* **PROBLEM REQUIREMENTS**: Word for word, restate the records that come after this.

* **TASK DATA**:
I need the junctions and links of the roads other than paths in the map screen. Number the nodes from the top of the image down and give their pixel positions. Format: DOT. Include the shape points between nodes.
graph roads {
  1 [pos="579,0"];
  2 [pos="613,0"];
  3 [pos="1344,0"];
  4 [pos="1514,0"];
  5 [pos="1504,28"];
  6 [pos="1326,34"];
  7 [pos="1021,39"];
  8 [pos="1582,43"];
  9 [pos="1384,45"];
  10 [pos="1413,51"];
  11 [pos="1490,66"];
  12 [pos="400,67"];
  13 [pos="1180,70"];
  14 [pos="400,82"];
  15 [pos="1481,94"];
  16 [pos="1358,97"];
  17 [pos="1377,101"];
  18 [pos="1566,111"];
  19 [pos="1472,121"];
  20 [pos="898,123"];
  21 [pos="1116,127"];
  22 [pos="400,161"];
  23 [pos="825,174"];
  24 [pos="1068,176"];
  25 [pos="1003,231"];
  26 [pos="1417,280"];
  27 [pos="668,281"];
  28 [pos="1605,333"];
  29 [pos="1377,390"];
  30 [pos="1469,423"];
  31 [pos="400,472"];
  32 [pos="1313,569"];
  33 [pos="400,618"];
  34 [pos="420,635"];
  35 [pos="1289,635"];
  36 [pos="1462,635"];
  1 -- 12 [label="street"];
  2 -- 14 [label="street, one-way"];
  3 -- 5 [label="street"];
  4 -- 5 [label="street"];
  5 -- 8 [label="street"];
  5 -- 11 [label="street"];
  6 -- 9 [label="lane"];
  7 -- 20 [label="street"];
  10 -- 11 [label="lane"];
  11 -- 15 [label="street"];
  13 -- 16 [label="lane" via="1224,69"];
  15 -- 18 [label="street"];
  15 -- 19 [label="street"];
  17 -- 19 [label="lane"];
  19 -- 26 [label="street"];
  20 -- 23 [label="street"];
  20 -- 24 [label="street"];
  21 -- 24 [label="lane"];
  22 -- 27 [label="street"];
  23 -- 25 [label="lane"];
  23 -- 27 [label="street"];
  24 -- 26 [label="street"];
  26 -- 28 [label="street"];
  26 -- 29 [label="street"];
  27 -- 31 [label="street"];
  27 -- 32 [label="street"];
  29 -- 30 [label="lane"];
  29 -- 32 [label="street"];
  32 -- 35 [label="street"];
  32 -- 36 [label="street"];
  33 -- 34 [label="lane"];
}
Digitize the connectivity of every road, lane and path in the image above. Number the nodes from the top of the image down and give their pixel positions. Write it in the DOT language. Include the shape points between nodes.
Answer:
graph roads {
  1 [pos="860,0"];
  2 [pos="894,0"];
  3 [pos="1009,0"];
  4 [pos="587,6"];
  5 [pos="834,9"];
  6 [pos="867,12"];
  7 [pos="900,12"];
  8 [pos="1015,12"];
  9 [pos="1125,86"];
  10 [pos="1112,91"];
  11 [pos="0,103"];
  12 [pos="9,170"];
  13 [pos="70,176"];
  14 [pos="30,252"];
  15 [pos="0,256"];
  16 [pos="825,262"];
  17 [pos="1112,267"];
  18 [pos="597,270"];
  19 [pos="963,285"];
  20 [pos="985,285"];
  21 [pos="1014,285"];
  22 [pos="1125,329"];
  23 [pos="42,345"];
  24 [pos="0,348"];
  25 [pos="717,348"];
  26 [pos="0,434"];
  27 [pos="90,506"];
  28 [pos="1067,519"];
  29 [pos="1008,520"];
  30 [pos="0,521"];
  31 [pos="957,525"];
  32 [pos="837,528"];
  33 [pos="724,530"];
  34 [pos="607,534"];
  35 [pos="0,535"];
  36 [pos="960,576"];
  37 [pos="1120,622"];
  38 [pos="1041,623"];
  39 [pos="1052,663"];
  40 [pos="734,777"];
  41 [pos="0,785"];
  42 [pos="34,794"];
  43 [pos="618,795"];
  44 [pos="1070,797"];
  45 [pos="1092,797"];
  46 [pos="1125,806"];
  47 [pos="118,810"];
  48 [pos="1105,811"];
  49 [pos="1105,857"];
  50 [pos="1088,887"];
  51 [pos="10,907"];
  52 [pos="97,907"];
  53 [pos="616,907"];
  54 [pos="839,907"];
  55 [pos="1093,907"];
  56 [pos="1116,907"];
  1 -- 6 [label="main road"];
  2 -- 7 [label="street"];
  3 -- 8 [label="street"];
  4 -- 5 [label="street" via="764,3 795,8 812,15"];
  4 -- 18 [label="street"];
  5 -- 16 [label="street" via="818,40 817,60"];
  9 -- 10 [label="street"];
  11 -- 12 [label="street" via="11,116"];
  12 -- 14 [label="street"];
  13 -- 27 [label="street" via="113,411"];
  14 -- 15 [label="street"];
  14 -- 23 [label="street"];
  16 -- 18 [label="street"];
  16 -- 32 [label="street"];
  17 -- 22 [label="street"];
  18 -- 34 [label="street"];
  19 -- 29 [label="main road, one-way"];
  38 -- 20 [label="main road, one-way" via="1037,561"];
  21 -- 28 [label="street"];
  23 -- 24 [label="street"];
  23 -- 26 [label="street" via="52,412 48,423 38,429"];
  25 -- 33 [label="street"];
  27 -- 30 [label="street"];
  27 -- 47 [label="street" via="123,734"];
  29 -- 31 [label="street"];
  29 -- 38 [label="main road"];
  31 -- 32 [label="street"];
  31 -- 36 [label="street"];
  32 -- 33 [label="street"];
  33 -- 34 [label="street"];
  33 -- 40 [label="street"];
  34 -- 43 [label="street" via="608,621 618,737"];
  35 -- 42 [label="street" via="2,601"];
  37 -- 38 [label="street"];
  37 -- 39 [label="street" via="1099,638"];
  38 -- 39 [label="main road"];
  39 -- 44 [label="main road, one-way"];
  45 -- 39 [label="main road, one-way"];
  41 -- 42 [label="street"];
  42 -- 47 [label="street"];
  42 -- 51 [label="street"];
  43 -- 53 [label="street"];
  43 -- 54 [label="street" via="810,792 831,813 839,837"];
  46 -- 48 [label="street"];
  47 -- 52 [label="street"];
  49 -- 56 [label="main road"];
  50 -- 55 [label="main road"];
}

* **SOLUTION TO THIS TASK**:
I need the junctions and links of the roads other than paths in the map screen. Number the nodes from the top of the image down and give their pixel positions. Format: DOT. Include the shape points between nodes.
graph roads {
  1 [pos="579,0"];
  2 [pos="613,0"];
  3 [pos="1344,0"];
  4 [pos="1514,0"];
  5 [pos="1504,28"];
  6 [pos="1326,34"];
  7 [pos="1021,39"];
  8 [pos="1582,43"];
  9 [pos="1384,45"];
  10 [pos="1413,51"];
  11 [pos="1490,66"];
  12 [pos="400,67"];
  13 [pos="1180,70"];
  14 [pos="400,82"];
  15 [pos="1481,94"];
  16 [pos="1358,97"];
  17 [pos="1377,101"];
  18 [pos="1566,111"];
  19 [pos="1472,121"];
  20 [pos="898,123"];
  21 [pos="1116,127"];
  22 [pos="400,161"];
  23 [pos="825,174"];
  24 [pos="1068,176"];
  25 [pos="1003,231"];
  26 [pos="1417,280"];
  27 [pos="668,281"];
  28 [pos="1605,333"];
  29 [pos="1377,390"];
  30 [pos="1469,423"];
  31 [pos="400,472"];
  32 [pos="1313,569"];
  33 [pos="400,618"];
  34 [pos="420,635"];
  35 [pos="1289,635"];
  36 [pos="1462,635"];
  1 -- 12 [label="street"];
  2 -- 14 [label="street, one-way"];
  3 -- 5 [label="street"];
  4 -- 5 [label="street"];
  5 -- 8 [label="street"];
  5 -- 11 [label="street"];
  6 -- 9 [label="lane"];
  7 -- 20 [label="street"];
  10 -- 11 [label="lane"];
  11 -- 15 [label="street"];
  13 -- 16 [label="lane" via="1224,69"];
  15 -- 18 [label="street"];
  15 -- 19 [label="street"];
  17 -- 19 [label="lane"];
  19 -- 26 [label="street"];
  20 -- 23 [label="street"];
  20 -- 24 [label="street"];
  21 -- 24 [label="lane"];
  22 -- 27 [label="street"];
  23 -- 25 [label="lane"];
  23 -- 27 [label="street"];
  24 -- 26 [label="street"];
  26 -- 28 [label="street"];
  26 -- 29 [label="street"];
  27 -- 31 [label="street"];
  27 -- 32 [label="street"];
  29 -- 30 [label="lane"];
  29 -- 32 [label="street"];
  32 -- 35 [label="street"];
  32 -- 36 [label="street"];
  33 -- 34 [label="lane"];
}
Digitize the connectivity of every road, lane and path in the image above. Number the nodes from the top of the image down and give their pixel positions. Write it in the DOT language. Include the shape points between nodes.
Answer:
graph roads {
  1 [pos="860,0"];
  2 [pos="894,0"];
  3 [pos="1009,0"];
  4 [pos="587,6"];
  5 [pos="834,9"];
  6 [pos="867,12"];
  7 [pos="900,12"];
  8 [pos="1015,12"];
  9 [pos="1125,86"];
  10 [pos="1112,91"];
  11 [pos="0,103"];
  12 [pos="9,170"];
  13 [pos="70,176"];
  14 [pos="30,252"];
  15 [pos="0,256"];
  16 [pos="825,262"];
  17 [pos="1112,267"];
  18 [pos="597,270"];
  19 [pos="963,285"];
  20 [pos="985,285"];
  21 [pos="1014,285"];
  22 [pos="1125,329"];
  23 [pos="42,345"];
  24 [pos="0,348"];
  25 [pos="717,348"];
  26 [pos="0,434"];
  27 [pos="90,506"];
  28 [pos="1067,519"];
  29 [pos="1008,520"];
  30 [pos="0,521"];
  31 [pos="957,525"];
  32 [pos="837,528"];
  33 [pos="724,530"];
  34 [pos="607,534"];
  35 [pos="0,535"];
  36 [pos="960,576"];
  37 [pos="1120,622"];
  38 [pos="1041,623"];
  39 [pos="1052,663"];
  40 [pos="734,777"];
  41 [pos="0,785"];
  42 [pos="34,794"];
  43 [pos="618,795"];
  44 [pos="1070,797"];
  45 [pos="1092,797"];
  46 [pos="1125,806"];
  47 [pos="118,810"];
  48 [pos="1105,811"];
  49 [pos="1105,857"];
  50 [pos="1088,887"];
  51 [pos="10,907"];
  52 [pos="97,907"];
  53 [pos="616,907"];
  54 [pos="839,907"];
  55 [pos="1093,907"];
  56 [pos="1116,907"];
  1 -- 6 [label="main road"];
  2 -- 7 [label="street"];
  3 -- 8 [label="street"];
  4 -- 5 [label="street" via="764,3 795,8 812,15"];
  4 -- 18 [label="street"];
  5 -- 16 [label="street" via="818,40 817,60"];
  9 -- 10 [label="street"];
  11 -- 12 [label="street" via="11,116"];
  12 -- 14 [label="street"];
  13 -- 27 [label="street" via="113,411"];
  14 -- 15 [label="street"];
  14 -- 23 [label="street"];
  16 -- 18 [label="street"];
  16 -- 32 [label="street"];
  17 -- 22 [label="street"];
  18 -- 34 [label="street"];
  19 -- 29 [label="main road, one-way"];
  38 -- 20 [label="main road, one-way" via="1037,561"];
  21 -- 28 [label="street"];
  23 -- 24 [label="street"];
  23 -- 26 [label="street" via="52,412 48,423 38,429"];
  25 -- 33 [label="street"];
  27 -- 30 [label="street"];
  27 -- 47 [label="street" via="123,734"];
  29 -- 31 [label="street"];
  29 -- 38 [label="main road"];
  31 -- 32 [label="street"];
  31 -- 36 [label="street"];
  32 -- 33 [label="street"];
  33 -- 34 [label="street"];
  33 -- 40 [label="street"];
  34 -- 43 [label="street" via="608,621 618,737"];
  35 -- 42 [label="street" via="2,601"];
  37 -- 38 [label="street"];
  37 -- 39 [label="street" via="1099,638"];
  38 -- 39 [label="main road"];
  39 -- 44 [label="main road, one-way"];
  45 -- 39 [label="main road, one-way"];
  41 -- 42 [label="street"];
  42 -- 47 [label="street"];
  42 -- 51 [label="street"];
  43 -- 53 [label="street"];
  43 -- 54 [label="street" via="810,792 831,813 839,837"];
  46 -- 48 [label="street"];
  47 -- 52 [label="street"];
  49 -- 56 [label="main road"];
  50 -- 55 [label="main road"];
}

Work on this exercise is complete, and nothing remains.